*** Opening of DATA EXTRACTS ***

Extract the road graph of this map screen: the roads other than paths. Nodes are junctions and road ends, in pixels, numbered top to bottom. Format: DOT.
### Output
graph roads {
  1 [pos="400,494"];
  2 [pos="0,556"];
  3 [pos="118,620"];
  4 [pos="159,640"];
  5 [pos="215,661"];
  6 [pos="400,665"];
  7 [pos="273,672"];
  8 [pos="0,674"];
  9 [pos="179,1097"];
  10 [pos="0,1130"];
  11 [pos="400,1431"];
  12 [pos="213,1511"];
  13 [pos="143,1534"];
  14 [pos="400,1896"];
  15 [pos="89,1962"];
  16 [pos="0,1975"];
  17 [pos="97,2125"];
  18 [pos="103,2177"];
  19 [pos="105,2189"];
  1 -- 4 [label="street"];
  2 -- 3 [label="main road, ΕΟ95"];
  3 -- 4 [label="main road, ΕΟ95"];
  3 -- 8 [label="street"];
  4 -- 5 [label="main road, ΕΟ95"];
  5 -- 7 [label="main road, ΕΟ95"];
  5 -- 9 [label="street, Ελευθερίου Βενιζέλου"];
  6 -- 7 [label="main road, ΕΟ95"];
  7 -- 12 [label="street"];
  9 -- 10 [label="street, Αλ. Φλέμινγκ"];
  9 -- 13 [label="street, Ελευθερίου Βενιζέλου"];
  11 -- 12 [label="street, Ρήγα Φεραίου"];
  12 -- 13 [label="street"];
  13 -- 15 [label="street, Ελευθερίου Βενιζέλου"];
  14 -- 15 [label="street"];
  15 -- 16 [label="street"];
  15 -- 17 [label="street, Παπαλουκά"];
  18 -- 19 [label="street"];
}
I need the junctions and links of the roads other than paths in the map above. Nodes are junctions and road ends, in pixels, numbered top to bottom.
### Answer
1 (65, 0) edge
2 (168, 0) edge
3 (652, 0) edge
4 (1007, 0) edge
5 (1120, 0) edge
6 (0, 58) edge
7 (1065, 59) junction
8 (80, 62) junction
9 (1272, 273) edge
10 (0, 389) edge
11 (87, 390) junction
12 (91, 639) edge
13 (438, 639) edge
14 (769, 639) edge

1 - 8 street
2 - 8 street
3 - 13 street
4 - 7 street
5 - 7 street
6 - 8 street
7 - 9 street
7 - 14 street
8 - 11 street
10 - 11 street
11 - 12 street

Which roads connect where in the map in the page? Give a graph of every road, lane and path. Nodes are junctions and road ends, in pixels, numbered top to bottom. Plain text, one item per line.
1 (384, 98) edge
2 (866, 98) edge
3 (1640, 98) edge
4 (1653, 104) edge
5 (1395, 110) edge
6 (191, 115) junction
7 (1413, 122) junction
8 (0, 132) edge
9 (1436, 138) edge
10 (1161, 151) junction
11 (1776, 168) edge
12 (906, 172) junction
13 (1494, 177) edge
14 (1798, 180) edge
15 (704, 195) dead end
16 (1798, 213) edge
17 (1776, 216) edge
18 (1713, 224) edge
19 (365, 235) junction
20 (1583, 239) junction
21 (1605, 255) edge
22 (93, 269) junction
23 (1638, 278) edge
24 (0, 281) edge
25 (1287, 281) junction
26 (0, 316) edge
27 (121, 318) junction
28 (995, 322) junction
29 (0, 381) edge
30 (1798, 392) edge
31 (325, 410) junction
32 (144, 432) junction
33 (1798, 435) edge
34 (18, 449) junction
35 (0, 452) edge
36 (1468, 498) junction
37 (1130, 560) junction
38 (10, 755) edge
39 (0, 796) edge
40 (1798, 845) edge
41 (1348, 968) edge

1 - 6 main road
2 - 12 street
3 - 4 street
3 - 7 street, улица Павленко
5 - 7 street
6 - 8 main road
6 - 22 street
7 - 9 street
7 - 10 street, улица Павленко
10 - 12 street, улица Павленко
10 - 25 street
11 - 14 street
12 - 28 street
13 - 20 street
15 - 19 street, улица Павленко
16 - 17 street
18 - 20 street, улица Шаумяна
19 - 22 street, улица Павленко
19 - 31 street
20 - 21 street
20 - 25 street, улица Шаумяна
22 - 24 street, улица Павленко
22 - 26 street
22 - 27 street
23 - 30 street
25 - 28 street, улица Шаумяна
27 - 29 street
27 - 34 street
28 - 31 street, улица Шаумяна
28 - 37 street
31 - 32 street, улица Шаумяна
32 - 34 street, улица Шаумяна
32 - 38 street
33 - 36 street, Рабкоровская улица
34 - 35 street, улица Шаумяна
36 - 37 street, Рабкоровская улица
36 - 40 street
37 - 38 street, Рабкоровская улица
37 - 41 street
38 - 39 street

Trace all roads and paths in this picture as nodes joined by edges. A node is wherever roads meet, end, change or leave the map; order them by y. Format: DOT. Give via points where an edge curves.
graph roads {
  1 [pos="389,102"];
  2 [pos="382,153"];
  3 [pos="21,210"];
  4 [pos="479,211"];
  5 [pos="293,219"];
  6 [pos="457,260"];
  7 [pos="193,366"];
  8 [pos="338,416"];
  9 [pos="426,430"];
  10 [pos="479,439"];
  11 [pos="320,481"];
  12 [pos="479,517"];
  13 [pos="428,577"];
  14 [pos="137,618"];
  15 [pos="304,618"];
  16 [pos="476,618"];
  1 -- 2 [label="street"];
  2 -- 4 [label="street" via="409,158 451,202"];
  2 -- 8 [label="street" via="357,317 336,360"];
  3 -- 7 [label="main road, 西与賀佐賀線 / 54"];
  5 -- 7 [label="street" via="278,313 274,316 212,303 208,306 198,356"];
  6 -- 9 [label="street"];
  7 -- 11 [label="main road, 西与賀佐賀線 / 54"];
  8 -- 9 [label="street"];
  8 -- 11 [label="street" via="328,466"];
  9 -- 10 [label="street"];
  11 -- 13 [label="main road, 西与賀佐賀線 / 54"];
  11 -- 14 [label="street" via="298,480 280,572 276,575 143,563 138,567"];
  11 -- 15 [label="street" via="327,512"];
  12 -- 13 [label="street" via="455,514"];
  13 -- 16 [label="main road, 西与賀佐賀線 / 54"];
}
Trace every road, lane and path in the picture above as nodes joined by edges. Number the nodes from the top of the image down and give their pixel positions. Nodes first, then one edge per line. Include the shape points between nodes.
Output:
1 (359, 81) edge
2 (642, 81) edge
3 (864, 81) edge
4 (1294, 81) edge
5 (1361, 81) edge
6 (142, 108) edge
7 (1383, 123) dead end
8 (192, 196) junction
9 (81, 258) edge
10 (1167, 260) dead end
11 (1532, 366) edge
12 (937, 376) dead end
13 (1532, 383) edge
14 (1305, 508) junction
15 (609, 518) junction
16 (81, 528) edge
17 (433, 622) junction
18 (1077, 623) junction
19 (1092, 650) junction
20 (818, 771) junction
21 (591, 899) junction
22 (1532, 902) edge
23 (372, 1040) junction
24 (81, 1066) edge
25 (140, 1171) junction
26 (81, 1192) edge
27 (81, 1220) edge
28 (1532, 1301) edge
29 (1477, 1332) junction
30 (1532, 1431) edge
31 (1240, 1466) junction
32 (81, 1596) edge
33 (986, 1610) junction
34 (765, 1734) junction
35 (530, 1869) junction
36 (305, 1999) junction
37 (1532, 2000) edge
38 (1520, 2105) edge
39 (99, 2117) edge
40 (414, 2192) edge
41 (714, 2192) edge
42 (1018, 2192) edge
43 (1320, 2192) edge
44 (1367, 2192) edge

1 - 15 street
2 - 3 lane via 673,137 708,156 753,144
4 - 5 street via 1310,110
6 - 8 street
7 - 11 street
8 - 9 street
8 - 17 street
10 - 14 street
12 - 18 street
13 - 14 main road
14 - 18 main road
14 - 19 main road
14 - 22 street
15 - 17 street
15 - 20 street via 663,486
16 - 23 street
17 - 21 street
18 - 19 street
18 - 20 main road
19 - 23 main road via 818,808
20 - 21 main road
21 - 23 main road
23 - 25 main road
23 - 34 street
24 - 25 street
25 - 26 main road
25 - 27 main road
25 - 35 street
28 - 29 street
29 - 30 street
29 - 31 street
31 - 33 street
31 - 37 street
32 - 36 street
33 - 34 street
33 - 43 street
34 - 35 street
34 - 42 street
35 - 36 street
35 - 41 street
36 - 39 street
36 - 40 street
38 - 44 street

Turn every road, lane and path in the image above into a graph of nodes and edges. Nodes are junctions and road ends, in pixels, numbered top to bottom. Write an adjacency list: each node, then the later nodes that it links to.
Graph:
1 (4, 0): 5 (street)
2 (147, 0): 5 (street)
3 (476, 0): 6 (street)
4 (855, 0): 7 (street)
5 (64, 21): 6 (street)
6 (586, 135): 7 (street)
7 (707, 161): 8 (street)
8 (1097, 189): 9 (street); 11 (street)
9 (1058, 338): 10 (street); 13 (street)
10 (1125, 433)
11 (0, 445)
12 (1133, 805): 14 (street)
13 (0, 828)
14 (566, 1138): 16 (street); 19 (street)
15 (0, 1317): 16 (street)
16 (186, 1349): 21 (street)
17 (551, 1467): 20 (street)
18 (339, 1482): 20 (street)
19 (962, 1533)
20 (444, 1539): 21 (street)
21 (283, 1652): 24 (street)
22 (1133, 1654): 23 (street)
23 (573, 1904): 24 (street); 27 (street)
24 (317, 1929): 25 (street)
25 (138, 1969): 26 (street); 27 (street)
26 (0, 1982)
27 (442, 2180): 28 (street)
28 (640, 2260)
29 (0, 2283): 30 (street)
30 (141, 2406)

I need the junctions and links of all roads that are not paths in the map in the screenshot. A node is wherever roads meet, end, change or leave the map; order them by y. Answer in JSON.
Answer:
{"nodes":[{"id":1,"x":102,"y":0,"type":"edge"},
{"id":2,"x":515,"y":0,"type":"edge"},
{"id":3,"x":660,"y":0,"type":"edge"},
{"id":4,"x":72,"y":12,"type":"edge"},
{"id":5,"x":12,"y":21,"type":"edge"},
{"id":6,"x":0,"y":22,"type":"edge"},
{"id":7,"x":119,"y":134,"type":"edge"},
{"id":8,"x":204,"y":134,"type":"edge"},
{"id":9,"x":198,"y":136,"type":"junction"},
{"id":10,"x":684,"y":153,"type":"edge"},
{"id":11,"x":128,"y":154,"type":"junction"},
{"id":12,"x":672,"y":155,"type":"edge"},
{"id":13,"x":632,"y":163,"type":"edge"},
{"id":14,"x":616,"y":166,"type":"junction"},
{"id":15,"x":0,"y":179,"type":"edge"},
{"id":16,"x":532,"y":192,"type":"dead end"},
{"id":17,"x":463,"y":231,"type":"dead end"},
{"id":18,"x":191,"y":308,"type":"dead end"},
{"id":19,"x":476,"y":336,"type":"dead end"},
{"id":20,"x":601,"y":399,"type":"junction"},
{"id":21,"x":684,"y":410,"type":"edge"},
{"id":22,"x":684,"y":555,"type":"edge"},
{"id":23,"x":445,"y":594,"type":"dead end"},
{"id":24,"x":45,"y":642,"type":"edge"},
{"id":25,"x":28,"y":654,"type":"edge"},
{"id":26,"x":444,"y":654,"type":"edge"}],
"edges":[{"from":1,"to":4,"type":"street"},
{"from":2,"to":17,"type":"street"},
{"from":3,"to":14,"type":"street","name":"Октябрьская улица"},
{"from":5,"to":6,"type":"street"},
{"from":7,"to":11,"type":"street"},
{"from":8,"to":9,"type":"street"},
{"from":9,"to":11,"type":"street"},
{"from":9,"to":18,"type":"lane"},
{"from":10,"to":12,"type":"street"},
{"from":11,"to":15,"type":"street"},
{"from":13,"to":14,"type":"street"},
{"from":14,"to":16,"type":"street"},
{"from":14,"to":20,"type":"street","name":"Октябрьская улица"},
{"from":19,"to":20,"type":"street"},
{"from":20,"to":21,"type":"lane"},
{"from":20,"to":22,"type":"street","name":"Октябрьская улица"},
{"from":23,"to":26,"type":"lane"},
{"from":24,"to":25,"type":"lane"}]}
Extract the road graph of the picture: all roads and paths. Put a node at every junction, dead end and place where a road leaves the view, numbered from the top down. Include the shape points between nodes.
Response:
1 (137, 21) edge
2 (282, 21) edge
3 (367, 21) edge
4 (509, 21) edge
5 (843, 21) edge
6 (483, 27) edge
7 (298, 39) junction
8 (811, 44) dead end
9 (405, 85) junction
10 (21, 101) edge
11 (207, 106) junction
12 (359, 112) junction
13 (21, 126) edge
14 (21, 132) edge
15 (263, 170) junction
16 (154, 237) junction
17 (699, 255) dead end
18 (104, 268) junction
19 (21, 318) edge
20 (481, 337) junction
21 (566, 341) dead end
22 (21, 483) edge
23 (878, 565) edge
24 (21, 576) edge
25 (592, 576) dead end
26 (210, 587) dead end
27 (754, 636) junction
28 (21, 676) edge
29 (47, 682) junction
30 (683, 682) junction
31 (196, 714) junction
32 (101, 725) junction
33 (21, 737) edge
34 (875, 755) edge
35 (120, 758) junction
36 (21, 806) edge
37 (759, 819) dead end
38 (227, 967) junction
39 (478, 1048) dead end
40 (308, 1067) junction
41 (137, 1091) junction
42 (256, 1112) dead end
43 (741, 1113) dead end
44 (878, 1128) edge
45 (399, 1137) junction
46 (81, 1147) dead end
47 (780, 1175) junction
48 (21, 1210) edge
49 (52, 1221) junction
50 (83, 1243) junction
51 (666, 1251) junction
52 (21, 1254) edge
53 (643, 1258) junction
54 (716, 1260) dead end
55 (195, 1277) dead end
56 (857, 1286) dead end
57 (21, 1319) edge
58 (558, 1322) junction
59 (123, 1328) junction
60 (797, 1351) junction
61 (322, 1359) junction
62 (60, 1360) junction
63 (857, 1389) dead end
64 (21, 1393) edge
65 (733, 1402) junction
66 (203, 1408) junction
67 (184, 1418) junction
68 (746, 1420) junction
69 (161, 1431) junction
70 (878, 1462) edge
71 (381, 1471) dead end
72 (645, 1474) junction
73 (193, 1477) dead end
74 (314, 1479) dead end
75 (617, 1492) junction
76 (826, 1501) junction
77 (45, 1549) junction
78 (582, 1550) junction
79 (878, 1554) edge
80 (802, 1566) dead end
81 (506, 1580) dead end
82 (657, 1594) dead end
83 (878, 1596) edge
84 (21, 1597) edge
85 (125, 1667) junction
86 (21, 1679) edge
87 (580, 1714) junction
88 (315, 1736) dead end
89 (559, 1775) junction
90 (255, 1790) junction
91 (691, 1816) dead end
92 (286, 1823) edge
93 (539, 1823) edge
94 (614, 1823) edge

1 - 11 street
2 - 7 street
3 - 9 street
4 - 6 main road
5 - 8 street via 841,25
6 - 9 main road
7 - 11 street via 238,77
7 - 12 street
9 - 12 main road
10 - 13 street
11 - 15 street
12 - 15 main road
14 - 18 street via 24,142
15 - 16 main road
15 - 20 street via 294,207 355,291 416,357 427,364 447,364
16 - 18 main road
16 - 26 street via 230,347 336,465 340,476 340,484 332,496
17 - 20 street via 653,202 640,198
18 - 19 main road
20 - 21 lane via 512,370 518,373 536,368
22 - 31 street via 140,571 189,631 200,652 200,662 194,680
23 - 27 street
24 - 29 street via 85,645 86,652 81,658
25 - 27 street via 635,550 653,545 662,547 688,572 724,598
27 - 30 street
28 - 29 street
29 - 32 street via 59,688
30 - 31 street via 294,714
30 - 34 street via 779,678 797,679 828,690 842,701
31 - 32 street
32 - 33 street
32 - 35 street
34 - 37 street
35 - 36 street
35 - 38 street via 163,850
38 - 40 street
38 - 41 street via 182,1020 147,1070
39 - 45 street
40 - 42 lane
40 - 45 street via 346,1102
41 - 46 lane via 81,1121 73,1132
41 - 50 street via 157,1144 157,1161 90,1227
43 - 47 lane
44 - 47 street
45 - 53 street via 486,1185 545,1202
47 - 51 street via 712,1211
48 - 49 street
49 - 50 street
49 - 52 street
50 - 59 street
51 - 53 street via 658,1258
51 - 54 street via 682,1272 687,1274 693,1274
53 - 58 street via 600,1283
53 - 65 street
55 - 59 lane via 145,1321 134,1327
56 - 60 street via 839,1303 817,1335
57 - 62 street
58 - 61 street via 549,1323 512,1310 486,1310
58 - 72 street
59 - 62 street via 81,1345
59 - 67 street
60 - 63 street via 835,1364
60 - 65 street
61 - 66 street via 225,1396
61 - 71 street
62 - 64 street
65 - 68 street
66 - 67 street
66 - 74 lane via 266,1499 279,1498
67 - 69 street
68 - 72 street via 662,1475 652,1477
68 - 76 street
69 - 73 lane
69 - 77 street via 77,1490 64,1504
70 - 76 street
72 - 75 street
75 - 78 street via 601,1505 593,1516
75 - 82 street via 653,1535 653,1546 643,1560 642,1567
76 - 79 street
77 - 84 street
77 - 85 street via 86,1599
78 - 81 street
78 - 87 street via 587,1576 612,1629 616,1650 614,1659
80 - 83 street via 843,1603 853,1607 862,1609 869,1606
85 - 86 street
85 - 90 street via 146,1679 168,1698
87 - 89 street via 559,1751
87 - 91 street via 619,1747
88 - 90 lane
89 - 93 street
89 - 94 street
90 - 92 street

*** Close of DATA EXTRACTS ***

Once a line of the records is found to contain "then", copy it out.

Trace every road, lane and path in the picture above as nodes joined by edges. Number the nodes from the top of the image down and give their pixel positions. Nodes first, then one edge per line. Include the shape points between nodes.
Turn every road, lane and path in the image above into a graph of nodes and edges. Nodes are junctions and road ends, in pixels, numbered top to bottom. Write an adjacency list: each node, then the later nodes that it links to.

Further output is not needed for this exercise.